Un romántico tan incómodo
Baudelaire había nacido en pleno romanticismo, pero se sintió tan a disgusto desde el principio que no tardó en buscar otros caminos para encontrar su campo de trabajo en la oscuridad del hombre y en sus terribles apetitos, sabedor de que Dios y Diablo le abren en su mayoría de edad consolidada un mundo cercano sin héroes y sin muchachas idealizadas, sino poblado de desarrapados incapacitados para la esperanza. “Hasta la belleza, la felicidad y la bondad tienen tintes oscuros para este hombre extraordinariamente lúcido que siempre tocaba la herida, y con ella los cojones de una sociedad que había cambiado el escudo de armas por el ocio, la ostentación y la hipocresía”, dirá Ventura Fernández, consciente de las incómodas perlas que dejó el autor de estas prosas poéticas alejadas de la inercia de tantos señoritos que se pasaban la vida mascando tabaco, tales como: “Incapaz de suprimir el amor, la Iglesia quiso al menos desinfectarlo, y creó el matrimonio”.

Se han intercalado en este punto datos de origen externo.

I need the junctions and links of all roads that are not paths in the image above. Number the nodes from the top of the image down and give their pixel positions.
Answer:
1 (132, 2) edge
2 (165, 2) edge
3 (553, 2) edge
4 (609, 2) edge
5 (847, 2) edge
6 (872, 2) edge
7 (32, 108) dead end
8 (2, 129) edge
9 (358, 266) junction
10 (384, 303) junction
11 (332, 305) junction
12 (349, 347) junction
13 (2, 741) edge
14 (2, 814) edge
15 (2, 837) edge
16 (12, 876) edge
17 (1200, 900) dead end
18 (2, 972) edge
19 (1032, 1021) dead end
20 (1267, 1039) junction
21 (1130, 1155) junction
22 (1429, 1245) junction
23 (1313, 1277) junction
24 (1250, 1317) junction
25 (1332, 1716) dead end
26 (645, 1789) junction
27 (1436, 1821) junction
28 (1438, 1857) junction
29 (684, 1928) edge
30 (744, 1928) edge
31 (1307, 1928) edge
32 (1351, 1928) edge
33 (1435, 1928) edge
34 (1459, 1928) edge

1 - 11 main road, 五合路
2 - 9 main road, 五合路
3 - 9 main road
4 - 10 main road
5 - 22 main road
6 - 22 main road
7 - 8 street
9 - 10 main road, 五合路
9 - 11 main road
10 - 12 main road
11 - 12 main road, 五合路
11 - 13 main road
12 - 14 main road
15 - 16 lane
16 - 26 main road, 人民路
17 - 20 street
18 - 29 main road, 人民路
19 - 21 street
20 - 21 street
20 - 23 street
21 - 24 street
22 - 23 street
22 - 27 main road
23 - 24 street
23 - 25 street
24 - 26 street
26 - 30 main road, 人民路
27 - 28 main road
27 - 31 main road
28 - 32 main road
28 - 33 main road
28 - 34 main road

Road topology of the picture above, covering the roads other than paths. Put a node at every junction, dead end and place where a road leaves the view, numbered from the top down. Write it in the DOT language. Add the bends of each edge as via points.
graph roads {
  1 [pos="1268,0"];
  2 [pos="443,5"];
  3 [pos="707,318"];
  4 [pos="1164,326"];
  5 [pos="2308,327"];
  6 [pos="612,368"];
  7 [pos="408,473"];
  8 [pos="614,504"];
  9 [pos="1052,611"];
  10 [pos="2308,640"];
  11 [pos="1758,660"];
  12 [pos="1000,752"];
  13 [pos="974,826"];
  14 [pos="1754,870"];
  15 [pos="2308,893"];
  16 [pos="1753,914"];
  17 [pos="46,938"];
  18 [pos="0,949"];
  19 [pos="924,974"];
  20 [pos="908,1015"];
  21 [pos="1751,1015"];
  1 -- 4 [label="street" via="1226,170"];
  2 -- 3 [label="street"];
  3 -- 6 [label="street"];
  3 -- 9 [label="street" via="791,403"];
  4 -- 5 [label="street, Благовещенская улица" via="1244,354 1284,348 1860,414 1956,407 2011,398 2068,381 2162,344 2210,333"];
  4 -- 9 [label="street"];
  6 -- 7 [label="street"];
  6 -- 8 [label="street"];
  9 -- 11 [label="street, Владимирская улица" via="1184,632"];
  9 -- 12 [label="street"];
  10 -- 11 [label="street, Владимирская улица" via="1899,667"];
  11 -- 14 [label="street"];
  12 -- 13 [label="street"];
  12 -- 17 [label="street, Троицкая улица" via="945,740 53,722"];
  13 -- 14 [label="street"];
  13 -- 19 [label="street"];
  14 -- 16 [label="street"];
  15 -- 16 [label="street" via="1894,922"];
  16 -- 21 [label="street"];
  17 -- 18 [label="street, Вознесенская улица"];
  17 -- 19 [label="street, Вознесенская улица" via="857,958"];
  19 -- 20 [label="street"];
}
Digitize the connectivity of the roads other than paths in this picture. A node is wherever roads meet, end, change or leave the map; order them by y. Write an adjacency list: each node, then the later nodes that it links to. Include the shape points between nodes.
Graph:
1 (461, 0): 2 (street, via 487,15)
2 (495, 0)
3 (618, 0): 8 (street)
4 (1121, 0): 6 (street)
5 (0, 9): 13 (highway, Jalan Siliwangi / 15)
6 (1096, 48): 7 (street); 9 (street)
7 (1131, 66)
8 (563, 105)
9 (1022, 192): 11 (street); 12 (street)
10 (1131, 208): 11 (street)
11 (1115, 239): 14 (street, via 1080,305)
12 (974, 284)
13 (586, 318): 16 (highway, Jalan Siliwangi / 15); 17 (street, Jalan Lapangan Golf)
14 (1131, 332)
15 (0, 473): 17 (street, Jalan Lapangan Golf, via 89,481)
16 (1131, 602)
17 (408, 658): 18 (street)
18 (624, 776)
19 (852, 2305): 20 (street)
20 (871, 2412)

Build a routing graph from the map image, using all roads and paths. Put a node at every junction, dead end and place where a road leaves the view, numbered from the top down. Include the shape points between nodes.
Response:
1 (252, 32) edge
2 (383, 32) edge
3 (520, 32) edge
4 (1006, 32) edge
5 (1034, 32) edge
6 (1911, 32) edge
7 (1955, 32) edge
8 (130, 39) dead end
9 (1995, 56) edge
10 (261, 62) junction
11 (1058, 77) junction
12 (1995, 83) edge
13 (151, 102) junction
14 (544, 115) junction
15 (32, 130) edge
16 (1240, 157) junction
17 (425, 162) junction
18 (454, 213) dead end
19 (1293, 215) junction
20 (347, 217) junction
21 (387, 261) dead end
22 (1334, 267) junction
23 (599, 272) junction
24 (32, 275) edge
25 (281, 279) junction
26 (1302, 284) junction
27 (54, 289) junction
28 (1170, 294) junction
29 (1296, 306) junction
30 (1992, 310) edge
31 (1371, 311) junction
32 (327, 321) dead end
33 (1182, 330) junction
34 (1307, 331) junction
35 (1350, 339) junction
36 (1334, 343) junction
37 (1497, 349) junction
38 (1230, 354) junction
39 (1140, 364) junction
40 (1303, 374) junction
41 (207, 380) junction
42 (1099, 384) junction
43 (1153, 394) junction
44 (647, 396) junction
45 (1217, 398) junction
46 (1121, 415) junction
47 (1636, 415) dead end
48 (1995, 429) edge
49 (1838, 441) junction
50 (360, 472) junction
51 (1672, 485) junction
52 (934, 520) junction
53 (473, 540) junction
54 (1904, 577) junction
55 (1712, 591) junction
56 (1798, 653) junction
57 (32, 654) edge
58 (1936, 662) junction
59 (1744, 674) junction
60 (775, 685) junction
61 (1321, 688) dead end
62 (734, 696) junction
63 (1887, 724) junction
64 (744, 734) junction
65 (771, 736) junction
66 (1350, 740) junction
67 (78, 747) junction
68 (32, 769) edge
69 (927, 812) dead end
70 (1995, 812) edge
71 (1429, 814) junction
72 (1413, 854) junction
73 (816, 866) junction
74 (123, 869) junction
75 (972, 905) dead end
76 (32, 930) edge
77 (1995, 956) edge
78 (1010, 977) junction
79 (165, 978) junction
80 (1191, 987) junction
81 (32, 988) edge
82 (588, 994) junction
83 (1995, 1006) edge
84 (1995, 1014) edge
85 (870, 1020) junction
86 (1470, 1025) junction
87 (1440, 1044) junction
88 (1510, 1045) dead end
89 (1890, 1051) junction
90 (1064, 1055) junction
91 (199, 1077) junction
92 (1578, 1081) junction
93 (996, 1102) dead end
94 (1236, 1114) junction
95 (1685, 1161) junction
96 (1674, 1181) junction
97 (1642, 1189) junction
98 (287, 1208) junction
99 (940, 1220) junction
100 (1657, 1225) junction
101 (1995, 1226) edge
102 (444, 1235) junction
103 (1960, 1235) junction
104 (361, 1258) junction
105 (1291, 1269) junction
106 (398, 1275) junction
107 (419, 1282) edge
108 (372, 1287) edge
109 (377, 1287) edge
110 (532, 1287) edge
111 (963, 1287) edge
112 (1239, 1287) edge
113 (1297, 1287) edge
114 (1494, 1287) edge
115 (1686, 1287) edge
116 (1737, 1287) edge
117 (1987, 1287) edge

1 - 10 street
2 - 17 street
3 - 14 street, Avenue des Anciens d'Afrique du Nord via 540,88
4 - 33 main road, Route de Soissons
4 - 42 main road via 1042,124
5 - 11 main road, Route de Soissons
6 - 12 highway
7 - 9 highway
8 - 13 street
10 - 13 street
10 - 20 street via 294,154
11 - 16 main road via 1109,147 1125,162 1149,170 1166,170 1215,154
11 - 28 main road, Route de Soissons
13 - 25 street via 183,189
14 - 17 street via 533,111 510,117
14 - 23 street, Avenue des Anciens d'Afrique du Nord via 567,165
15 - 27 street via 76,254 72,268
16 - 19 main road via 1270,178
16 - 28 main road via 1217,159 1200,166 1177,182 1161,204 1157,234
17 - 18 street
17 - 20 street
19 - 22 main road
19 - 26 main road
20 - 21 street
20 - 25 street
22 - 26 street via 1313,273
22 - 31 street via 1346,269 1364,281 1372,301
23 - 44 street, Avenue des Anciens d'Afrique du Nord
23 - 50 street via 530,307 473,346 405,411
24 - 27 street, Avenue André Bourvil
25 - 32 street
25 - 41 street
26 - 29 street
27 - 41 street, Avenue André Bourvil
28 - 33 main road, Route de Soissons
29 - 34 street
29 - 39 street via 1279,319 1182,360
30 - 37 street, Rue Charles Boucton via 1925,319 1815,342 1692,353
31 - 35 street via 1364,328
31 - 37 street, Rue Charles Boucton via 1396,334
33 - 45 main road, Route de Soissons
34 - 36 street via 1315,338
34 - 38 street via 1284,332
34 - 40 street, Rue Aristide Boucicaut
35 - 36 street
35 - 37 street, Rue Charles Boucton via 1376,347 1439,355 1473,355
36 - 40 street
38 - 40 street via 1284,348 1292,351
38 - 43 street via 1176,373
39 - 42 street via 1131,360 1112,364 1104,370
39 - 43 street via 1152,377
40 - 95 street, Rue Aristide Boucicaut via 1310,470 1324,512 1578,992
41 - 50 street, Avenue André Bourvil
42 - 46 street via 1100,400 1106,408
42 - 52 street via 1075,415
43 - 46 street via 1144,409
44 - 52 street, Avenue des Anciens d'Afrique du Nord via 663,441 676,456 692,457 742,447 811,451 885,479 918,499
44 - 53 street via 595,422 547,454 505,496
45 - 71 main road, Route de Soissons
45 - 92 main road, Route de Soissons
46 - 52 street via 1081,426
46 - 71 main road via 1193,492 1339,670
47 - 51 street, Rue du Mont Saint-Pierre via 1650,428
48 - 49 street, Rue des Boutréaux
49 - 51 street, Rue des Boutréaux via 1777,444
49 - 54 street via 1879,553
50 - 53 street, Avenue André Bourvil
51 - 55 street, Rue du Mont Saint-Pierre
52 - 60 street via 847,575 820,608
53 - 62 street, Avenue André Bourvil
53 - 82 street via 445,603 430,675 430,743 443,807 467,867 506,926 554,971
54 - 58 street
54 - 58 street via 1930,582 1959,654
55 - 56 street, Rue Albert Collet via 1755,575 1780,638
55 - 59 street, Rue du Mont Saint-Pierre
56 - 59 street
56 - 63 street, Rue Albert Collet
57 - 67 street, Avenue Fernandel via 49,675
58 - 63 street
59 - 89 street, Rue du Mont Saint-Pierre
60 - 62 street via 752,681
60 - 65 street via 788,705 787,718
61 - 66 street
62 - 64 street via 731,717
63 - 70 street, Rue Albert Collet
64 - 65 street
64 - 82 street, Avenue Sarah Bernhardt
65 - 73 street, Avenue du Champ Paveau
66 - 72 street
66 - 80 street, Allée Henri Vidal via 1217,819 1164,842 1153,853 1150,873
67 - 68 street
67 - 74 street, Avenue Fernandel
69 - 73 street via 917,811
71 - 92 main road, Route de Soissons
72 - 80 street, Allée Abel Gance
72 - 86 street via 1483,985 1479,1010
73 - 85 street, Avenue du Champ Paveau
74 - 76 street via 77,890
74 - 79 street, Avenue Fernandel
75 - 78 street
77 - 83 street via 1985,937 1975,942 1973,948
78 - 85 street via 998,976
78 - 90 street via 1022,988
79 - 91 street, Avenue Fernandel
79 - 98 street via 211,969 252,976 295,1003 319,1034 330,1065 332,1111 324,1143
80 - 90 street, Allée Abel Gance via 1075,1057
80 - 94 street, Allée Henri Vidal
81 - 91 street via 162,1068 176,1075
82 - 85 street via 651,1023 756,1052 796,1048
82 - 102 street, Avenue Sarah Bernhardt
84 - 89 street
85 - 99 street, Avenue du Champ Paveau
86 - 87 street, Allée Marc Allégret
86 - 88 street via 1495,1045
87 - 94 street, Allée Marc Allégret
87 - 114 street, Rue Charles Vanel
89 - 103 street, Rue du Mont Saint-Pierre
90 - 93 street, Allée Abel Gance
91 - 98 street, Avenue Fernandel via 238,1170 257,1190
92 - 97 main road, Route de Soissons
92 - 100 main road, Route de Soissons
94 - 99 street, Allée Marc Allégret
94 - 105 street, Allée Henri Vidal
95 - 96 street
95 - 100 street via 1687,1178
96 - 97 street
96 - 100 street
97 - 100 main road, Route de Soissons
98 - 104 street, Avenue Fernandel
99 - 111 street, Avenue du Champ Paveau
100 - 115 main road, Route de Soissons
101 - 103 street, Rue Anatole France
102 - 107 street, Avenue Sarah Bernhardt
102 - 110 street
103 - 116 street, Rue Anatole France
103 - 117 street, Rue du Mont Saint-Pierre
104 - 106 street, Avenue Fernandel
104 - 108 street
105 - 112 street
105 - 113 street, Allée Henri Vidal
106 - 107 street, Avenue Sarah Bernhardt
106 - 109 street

Una sociedad desestructurada
Desde luego no se hubiera entendido Un día en el infierno, de Rimbaud, sin los poemas en prosa de Baudelaire, pero tampoco el Poeta en Nueva York de Lorca, o La tierra baldía de T.S. Eliot, o incluso el Libro del desasosiego de Pessoa, porque las 50 piezas que componen El Spleen de Baudelaire retratan una sociedad desestructurada y repleta de conflictos morales, focalizando de este modo esa otra visión artística que se abrirá paso en la tradición literaria para ir configurando lo que se entiende como modernidad. El propio Baudelaire consideró sus poemas en prosa como una continuación de Las flores del mal, y puede considerarse que ambas obras se solapan, aunque, como apunta Ventura Fernández en la edición de Tabernero, “la mayor diferencia entre ambas obras puede ser la voluntad casi diarística de Le Spleen, donde Baudelaire recoge estampas e instantáneas de la vida cotidiana de una ciudad como París (que apenas si aparece mencionada), que por esos años sufre una transformación radical, incorporando a miles de depauperados franceses de la órbita rural, y creando, por tanto, una ciudad luminosa y excepcional, sí, pero también una urbe deshumanizada y singularmente polarizada entre ricos y pobres, entre la fortuna y la miseria”. Será Baudelaire, por tanto, el primer cantor de la ciudad moderna y de sus falsos valores después de haber perdido definitivamente su conexión con lo natural y lo vecinal y que buscaba en el lujo y el hedonismo todo lo que había perdido justamente en esa desconexión con lo divino por todo lo que tenía de espiritual o mágico. Cobrarán protagonismo, tanto en las flores como en estas prosas, lo miserable, lo sórdido, lo abstruso, lo viciado y vicioso, lo más ruin y repugnante que también anida en el alma humana, desde el primer extrañamiento de ese extranjero a quien se le pregunta a quién quiere más y, después de citársele al padre o la madre, otros familiares y amigos, la patria, la belleza o la riqueza, terminado optando por “las nubes que pasan”...
Baudelaire se fijará en la desesperación de una vieja que se retira a su eterna soledad después de asustar a un niño con su decrépita presencia, en el gracioso sin gracia que se ríe de un burro, en el loco y la marmórea venus, en el perro incapaz de apreciar un perfume, en el mal cristalero, en las viudas, en ese juguete del niño pobre que es un ratón, en el crespúsculo, la falsa moneda, la cuerda del ahorcado y la pobreza generalizada de una ciudad tan dolorosamente iluminada como el mundo que aún estaba por venir.